A mais recente versão do capitalismo, designado neoliberal, não tem rosto, é oculto nas manigâncias mais obscuras, não poupa nada nem ninguém, mesmo aqueles pequenos capitalistas tradicionais, que ainda pensam que fazem parte do grupo.
O capitalismo neoliberal apresenta uma enorme vantagem sobre as anteriores etapas da sua evolução, pois conta agora com uma incompreensível inacção de uma parte importante da população a quem incutiu falsos valores, nomeadamente pelo uso de informações falaciosas e de narrativas ilusórias, ou mesmo de apelo ao ódio, ao racismo e a formas de xenofobia.
Nada é mais triste e confrangedor do que assistir aos explorados com argumentos dos seus próprios exploradores, mas é precisamente isso que se passa nos nossos dias.
Desde há algum tempo que alguns pensadores têm vindo a denunciar a existência de uma guerra cultural, lançada através de centrais altamente especializadas, e que têm como finalidade o socavar a cultura dos povos com um manancial de falsas teorias que promovem a competição e a rivalidade de forma insana.
Tudo terá começado anos atrás, nos consulados de Ronald Reagan e de Margareth Thatcher, mas é com a eleição de Donald Trump que a situação se tornou critica.

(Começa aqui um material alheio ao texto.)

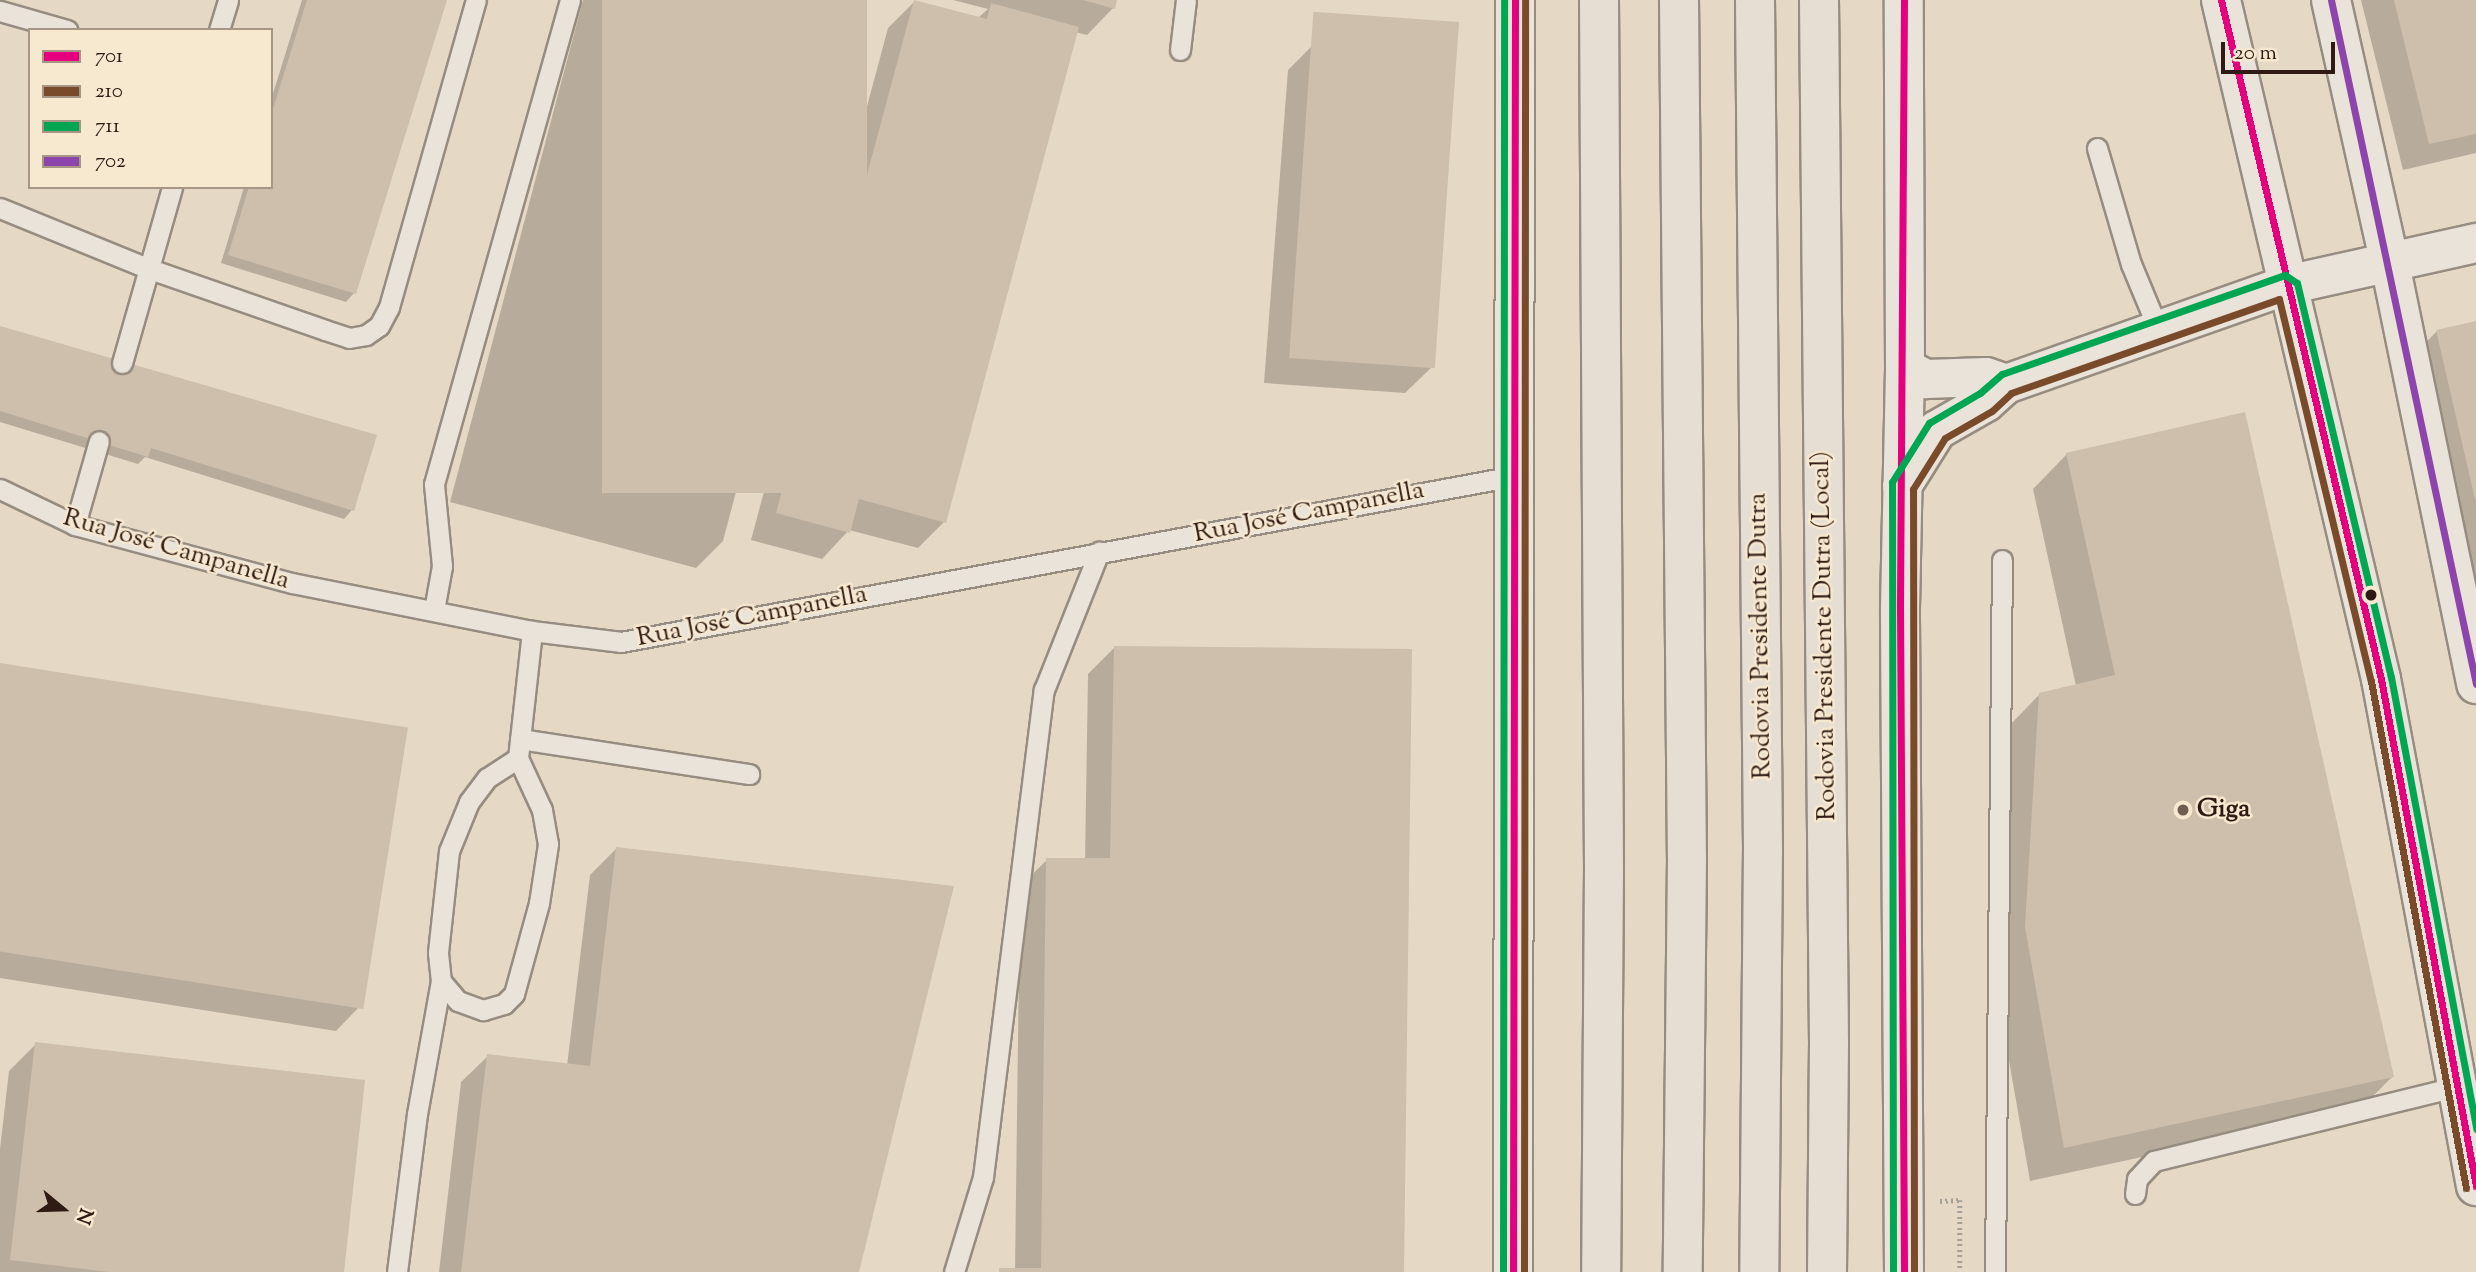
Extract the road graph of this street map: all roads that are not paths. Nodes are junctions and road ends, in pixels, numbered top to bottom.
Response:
1 (228, 0) edge
2 (476, 0) edge
3 (570, 0) edge
4 (1186, 0) edge
5 (1515, 0) edge
6 (1599, 0) edge
7 (1679, 0) edge
8 (1755, 0) edge
9 (1819, 0) edge
10 (1904, 0) edge
11 (2221, 0) edge
12 (2331, 0) edge
13 (0, 11) edge
14 (60, 28) edge
15 (220, 28) edge
16 (1180, 50) dead end
17 (2097, 148) dead end
18 (171, 189) edge
19 (0, 208) edge
20 (2476, 243) edge
21 (2389, 259) junction
22 (147, 268) junction
23 (2287, 285) junction
24 (2158, 328) junction
25 (122, 363) dead end
26 (1905, 368) junction
27 (2006, 384) junction
28 (99, 442) dead end
29 (1514, 476) junction
30 (1902, 486) junction
31 (0, 489) edge
32 (75, 525) junction
33 (1099, 552) junction
34 (2002, 560) dead end
35 (434, 610) junction
36 (533, 631) junction
37 (2476, 684) edge
38 (519, 749) junction
39 (749, 774) dead end
40 (441, 981) junction
41 (2460, 1086) junction
42 (2476, 1186) edge
43 (2135, 1194) dead end
44 (397, 1272) edge
45 (954, 1272) edge
46 (1513, 1272) edge
47 (1601, 1272) edge
48 (1683, 1272) edge
49 (1759, 1272) edge
50 (1827, 1272) edge
51 (1904, 1272) edge
52 (1995, 1272) edge

1 - 15 lane
2 - 22 lane
3 - 35 lane
4 - 16 lane
5 - 29 main road
6 - 47 highway
7 - 48 highway
8 - 49 highway, Rodovia Presidente Dutra
9 - 50 highway, Rodovia Presidente Dutra (Local)
10 - 26 main road
11 - 23 main road
12 - 21 main road
13 - 14 lane
17 - 24 lane
18 - 22 lane
19 - 22 lane
20 - 21 main road
21 - 23 main road
21 - 37 main road
22 - 25 lane
23 - 24 main road
23 - 41 main road
24 - 27 main road
26 - 27 main road
26 - 30 main road
27 - 30 main road
28 - 32 lane
29 - 33 lane, Rua José Campanella
29 - 46 main road
30 - 51 main road
31 - 32 lane, Rua José Campanella
32 - 35 lane, Rua José Campanella
33 - 36 lane, Rua José Campanella
33 - 45 lane
34 - 52 lane
35 - 36 lane, Rua José Campanella
36 - 38 lane
38 - 39 lane
38 - 40 lane
38 - 40 lane
40 - 44 lane
41 - 42 main road
41 - 43 lane

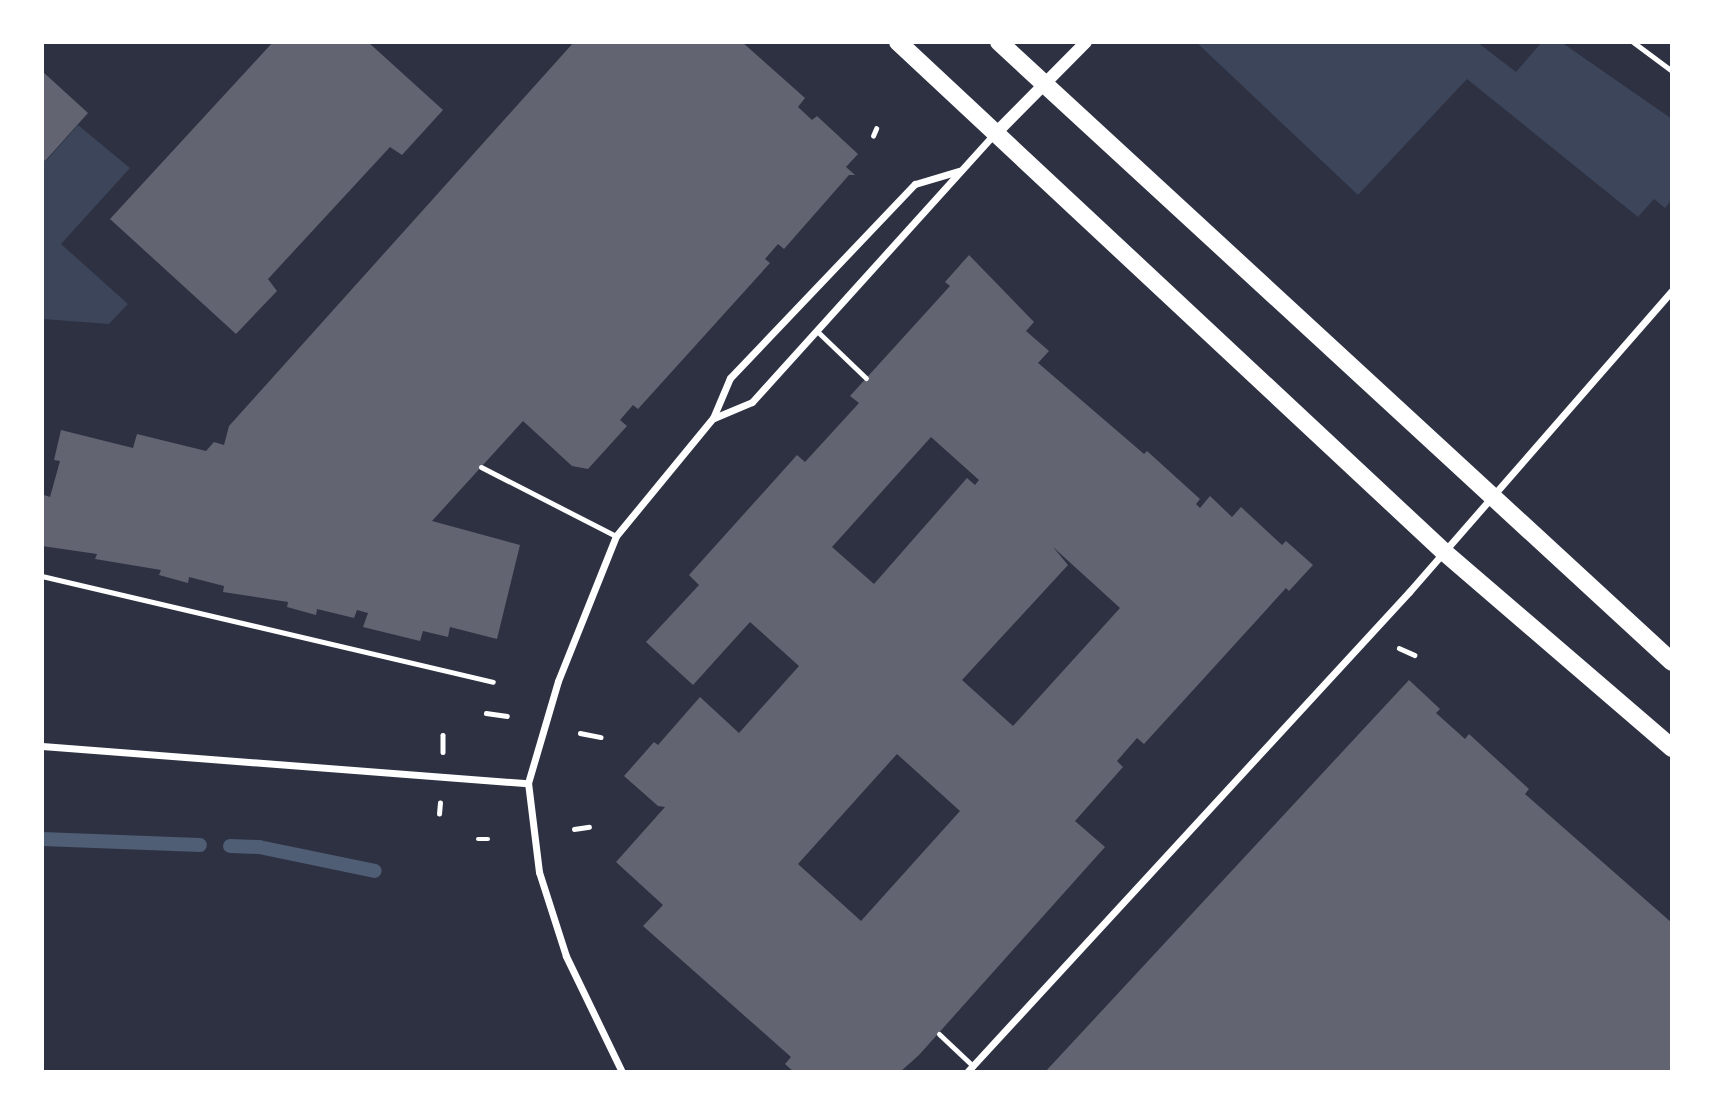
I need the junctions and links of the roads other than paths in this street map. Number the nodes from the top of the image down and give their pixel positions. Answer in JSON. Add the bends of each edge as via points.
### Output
{"nodes":[{"id":1,"x":898,"y":42,"type":"edge"},
{"id":2,"x":999,"y":42,"type":"edge"},
{"id":3,"x":1086,"y":42,"type":"edge"},
{"id":4,"x":1633,"y":42,"type":"edge"},
{"id":5,"x":1672,"y":71,"type":"edge"},
{"id":6,"x":1042,"y":81,"type":"junction"},
{"id":7,"x":996,"y":133,"type":"junction"},
{"id":8,"x":960,"y":171,"type":"junction"},
{"id":9,"x":1672,"y":291,"type":"edge"},
{"id":10,"x":819,"y":333,"type":"junction"},
{"id":11,"x":866,"y":378,"type":"dead end"},
{"id":12,"x":713,"y":418,"type":"junction"},
{"id":13,"x":481,"y":467,"type":"dead end"},
{"id":14,"x":1494,"y":496,"type":"junction"},
{"id":15,"x":616,"y":536,"type":"junction"},
{"id":16,"x":1443,"y":551,"type":"junction"},
{"id":17,"x":1672,"y":662,"type":"edge"},
{"id":18,"x":42,"y":746,"type":"edge"},
{"id":19,"x":1672,"y":748,"type":"edge"},
{"id":20,"x":528,"y":783,"type":"junction"},
{"id":21,"x":939,"y":1034,"type":"dead end"},
{"id":22,"x":970,"y":1069,"type":"edge"},
{"id":23,"x":622,"y":1072,"type":"edge"}],
"edges":[{"from":1,"to":7,"type":"main road"},
{"from":2,"to":6,"type":"main road"},
{"from":3,"to":6,"type":"street"},
{"from":4,"to":5,"type":"lane"},
{"from":6,"to":7,"type":"street"},
{"from":6,"to":14,"type":"main road"},
{"from":7,"to":8,"type":"street"},
{"from":7,"to":16,"type":"main road"},
{"from":8,"to":10,"type":"street"},
{"from":8,"to":12,"type":"street","via":[[915,184],[730,379]]},
{"from":9,"to":14,"type":"street"},
{"from":10,"to":11,"type":"lane"},
{"from":10,"to":12,"type":"street","via":[[752,402]]},
{"from":12,"to":15,"type":"street"},
{"from":13,"to":15,"type":"lane"},
{"from":14,"to":16,"type":"street"},
{"from":14,"to":17,"type":"main road"},
{"from":15,"to":20,"type":"street","via":[[558,681]]},
{"from":16,"to":19,"type":"main road"},
{"from":16,"to":22,"type":"street"},
{"from":18,"to":20,"type":"street"},
{"from":20,"to":23,"type":"street","via":[[539,872],[566,956]]},
{"from":21,"to":22,"type":"lane"}]}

Começou por se rodear de extremistas neoliberais, associados a racistas e negacionistas, supremacistas brancos com o apoio de muitas igrejas evangélicas radicais, o governo dos Estados Unidos tratou de difundir a sua ideologia, apoiando a extrema-direita por toda a Europa, criando uma espécie de internacional extremista com obediências e políticas comuns.
A loucura imperialista de Trump, estranhamente, ou não, aliada a outra idêntica de Putin, ameaçam perigosamente a paz e a convivência entre os diversos estados.
O permanente desrespeito pelas normas estabelecidas pela ONU e por outras instâncias internacionais aceites pelos povos, conduz a uma situação de vazio, a que os ideólogos da violência e do imperialismo estão a responder com a criação de uma organização paralela, inteiramente subserviente que servirá os interesses de Trump, Putin, Netanyahu, Javier Milei, de outros sequazes do poder neoliberal e personagens do mesmo calibre. Chamam-lhe “Board of Peace”, mas o nome é muito enganador.
A criação desta nova organização, alegadamente para a paz, criada por esta gente, não passa de um pretexto para cobrir todas actividades ilegais, como invasões, pirataria, rapina de matérias primas e interferências políticas e afins, seja no caso da Gronelândia, da Ucrânia, da Venezuela, do Irão ou de Gaza.
A rapidez e a utilização permanente da mentira, das falsas noticias, das calúnias, de narrativas de ódio, da violência, passando pela articulação com organizações de tipo paramilitar, verdadeiras milícias fascistas, resulta na ascensão de um sector da sociedade sem moral, nem decência, capaz de tudo para sustentar o seu fátuo poder.
É contra esta situação calamitosa que os democratas e humanistas se devem erguer, congregando esforços para lhe retirar o falso poder conseguido de forma manipulada e também irregular.
A Europa deixou-se adormecer sob o manto atómico da defesa americana, primeiro contra a União Soviética, agora já não se sabe muito bem contra quê, dadas as estranhas alianças de Trump e Putin. Os tão proclamados valores europeus são esquecidos, deitados ao lixo para agradar ao capital neoliberal e ao seu imperador.
A Europa, nomeadamente a União Europeia, perdeu a noção da sua importância industrial e comercial no mundo, limita-se a ser um cliente das empresas americanas e chinesas, perdendo completamente o controlo sobre o desenvolvimento económico.
A falta de credibilidade dos partidos da direita tradicional e a manifesta incapacidade da esquerda de se apresentar ao eleitorado de forma consistente tem levado ao crescimento da extrema-direita política, interligada com grupos neofascistas armados e violentos.
É o que vemos acontecer no nosso país. As forças de extrema-direita, mais caceteiras ou mais fofinhas crescem e começam a proliferar juntamente com grupos armados que se propõem lançar uma guerra de carácter racista.
É sabido que as redes sociais mundiais são detidas por apenas seis magnatas. No caso da comunicação social, escrita, falada ou visual a situação é periclitante. A informação está, assim, na mão de uns poucos que dela fazem uso para servir os interesses de um grupo cada vez mais reduzido e perigoso, os oligarcas neoliberais.
Só uma posição firme e concertada por parte dos países europeus e das democracias do mundo pode travar a insana voracidade imperialista dos aliados Trump e Putin. É esse o caminho a seguir!